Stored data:
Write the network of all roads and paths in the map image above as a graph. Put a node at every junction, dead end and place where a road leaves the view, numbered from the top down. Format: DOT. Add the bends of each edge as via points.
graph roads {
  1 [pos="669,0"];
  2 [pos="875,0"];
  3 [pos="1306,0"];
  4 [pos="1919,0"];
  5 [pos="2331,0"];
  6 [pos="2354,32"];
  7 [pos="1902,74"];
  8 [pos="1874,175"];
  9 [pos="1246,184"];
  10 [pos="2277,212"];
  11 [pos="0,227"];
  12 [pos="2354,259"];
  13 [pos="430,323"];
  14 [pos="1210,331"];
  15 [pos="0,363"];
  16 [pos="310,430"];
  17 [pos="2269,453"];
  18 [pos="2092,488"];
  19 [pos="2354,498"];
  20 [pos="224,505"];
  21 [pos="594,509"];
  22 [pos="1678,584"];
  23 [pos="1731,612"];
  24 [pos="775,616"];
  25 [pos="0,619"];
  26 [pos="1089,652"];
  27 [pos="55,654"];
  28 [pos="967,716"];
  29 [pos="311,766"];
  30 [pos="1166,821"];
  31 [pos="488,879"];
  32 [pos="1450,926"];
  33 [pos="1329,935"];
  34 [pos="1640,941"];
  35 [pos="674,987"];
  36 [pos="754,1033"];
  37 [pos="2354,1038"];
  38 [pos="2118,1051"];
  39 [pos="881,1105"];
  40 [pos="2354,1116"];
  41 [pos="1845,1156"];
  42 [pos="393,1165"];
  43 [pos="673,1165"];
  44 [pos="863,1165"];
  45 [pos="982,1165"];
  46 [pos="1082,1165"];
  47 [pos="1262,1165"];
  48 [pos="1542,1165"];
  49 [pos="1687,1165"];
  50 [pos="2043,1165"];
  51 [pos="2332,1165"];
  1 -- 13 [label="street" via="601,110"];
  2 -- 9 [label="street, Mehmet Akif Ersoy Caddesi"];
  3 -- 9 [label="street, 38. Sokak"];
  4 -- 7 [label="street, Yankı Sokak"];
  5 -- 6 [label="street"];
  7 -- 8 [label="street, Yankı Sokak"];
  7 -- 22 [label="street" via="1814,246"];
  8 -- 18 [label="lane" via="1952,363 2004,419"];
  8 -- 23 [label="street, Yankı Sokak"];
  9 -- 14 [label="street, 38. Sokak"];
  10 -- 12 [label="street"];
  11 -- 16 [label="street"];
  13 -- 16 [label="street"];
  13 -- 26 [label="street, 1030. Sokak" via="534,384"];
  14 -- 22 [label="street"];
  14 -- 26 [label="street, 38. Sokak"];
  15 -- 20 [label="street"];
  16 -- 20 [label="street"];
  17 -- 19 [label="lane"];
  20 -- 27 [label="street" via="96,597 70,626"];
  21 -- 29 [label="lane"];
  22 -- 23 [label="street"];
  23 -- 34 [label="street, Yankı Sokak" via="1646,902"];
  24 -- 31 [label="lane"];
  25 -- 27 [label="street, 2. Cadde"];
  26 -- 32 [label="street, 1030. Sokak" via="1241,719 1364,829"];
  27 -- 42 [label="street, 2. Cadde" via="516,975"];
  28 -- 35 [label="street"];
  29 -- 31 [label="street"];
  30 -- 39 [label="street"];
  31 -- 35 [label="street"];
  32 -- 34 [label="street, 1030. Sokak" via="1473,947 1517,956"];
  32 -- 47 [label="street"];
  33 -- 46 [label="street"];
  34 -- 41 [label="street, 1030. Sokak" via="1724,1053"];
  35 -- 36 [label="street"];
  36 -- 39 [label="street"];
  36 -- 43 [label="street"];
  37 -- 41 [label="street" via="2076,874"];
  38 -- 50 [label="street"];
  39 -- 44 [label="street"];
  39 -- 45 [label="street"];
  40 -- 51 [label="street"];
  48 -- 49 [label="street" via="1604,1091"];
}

● **What is required**: Search the entries above for lines containing the word "Yankı", and copy each one.

● **Solution**:
  4 -- 7 [label="street, Yankı Sokak"];
  7 -- 8 [label="street, Yankı Sokak"];
  8 -- 23 [label="street, Yankı Sokak"];
  23 -- 34 [label="street, Yankı Sokak" via="1646,902"];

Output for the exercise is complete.